The National Nuclear Security Administration was established in 2000 after protective controls at the Los Alamos National Laboratory in New Mexico and other atomic weapons facilities were found to be too lax, allowing for the mishandling of classified information.

Even years after its formation, the nuclear agency has been criticized repeatedly by the Government Accountability Office and other watchdog organizations for fresh lapses, including a Los Alamos computer network that failed to limit access solely to authorized users. In a 2006 incident, one Los Alamos worker took home a flash drive and more than 200 pages in classified documents (see GSN, Dec. 20, 2007).

Los Alamos is not the only major facility to encounter problems. At the Y-12 National Security Complex in Oak Ridge, Tenn., security contractor Wackenhut has fired or disciplined workers following a variety of slip-ups, including napping on the job, bringing video games or recording equipment to work, and using anabolic steroids (see GSN, Aug. 21, 2009). The site is responsible for storing weapon-grade uranium and inspecting and assembling nuclear warheads, among other activities.

Over the past decade, NNSA officials have instituted a number of security improvements such as diskless computing, in which sensitive data is stored remotely in protected facilities, Peterson said.

More broadly, over time, there has been a "layering on of additional requirements," he said.
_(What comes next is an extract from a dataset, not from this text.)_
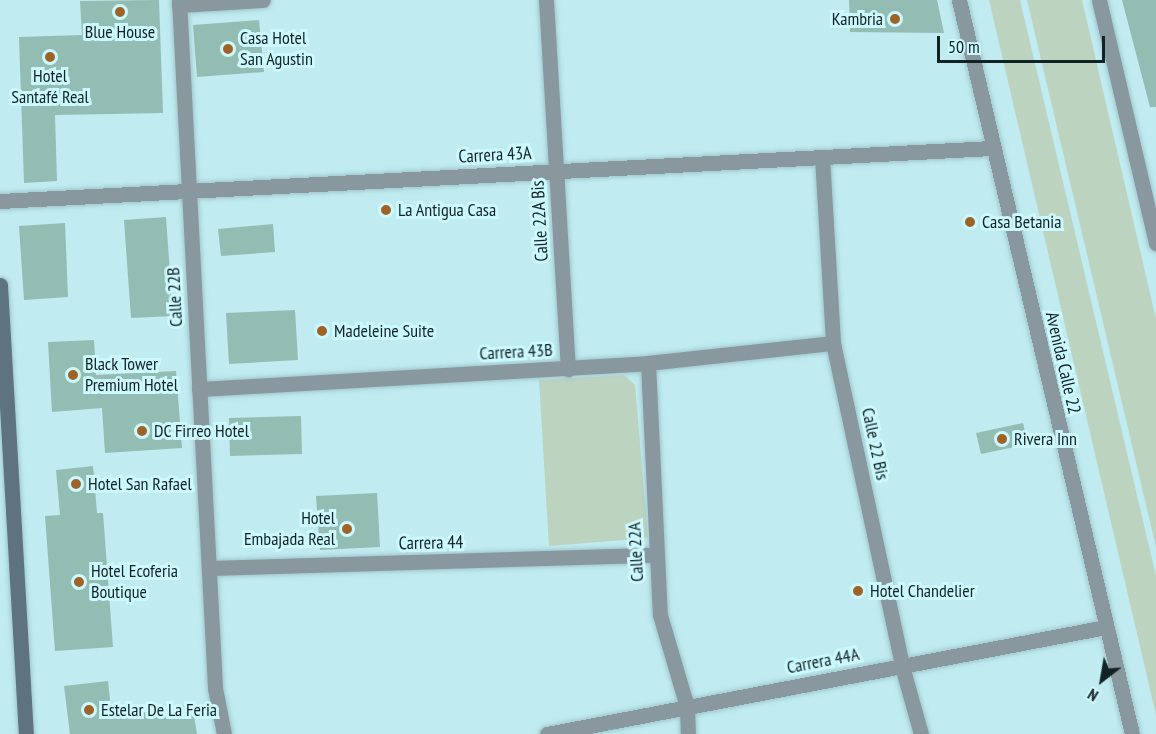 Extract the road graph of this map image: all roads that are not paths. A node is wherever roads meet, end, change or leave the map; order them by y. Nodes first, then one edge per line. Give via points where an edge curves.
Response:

Now, two years into his job as head of defense nuclear security, Peterson said agency officials "haven't always been able to clearly articulate what was the real need" in terms of securing information systems or physical plants.

With the new reforms, the agency is "trying to make sure that what we are doing is absolutely necessary, we know where every dollar is going, and every dollar should be buying down some risk for the American people," he told reporters.

Yet, the policy letters do not spell out clearly what security improvements the changes can be expected to usher in, according to Stockton.

The newly released directives "[appear] to contain nothing but meaningless verbiage," he told GSN.

Stockton, now a senior investigator at the Project on Government Oversight, also questioned the process by which the nuclear agency formulated the documents. He finds NNSA-touted collaboration with the Energy Department's security office to be inappropriate.

"Strong security requires that HSS [the Energy Department's health, safety and security office] be independent from NNSA, and function as an overseer of NNSA policy by conducting independent performance tests of the physical and cyber security of the labs and production facilities," Stockton said.

He cited an unreleased draft report from the DOE inspector general asserting that similar NNSA partnering with department-level oversight offices had compromised safety at Los Alamos.

"Over the last several decades," Stockton said, "all of the studies of each security debacle within the nuclear weapons complex [concluded] that there is a lack of government oversight" over contractors that run the facilities.

Peterson -- who noted his team will likely fine-tune these policies and develop new ones for cyber security in the coming years -- said that any time humans are involved in an enterprise, there will be errors.

"We're going to have problems," he said at yesterday's press conference. "This is an environment with security [in which] we are very dependent on people, and people make mistakes. So we're going to watch carefully our implementation [and] see where we need to make adjustments."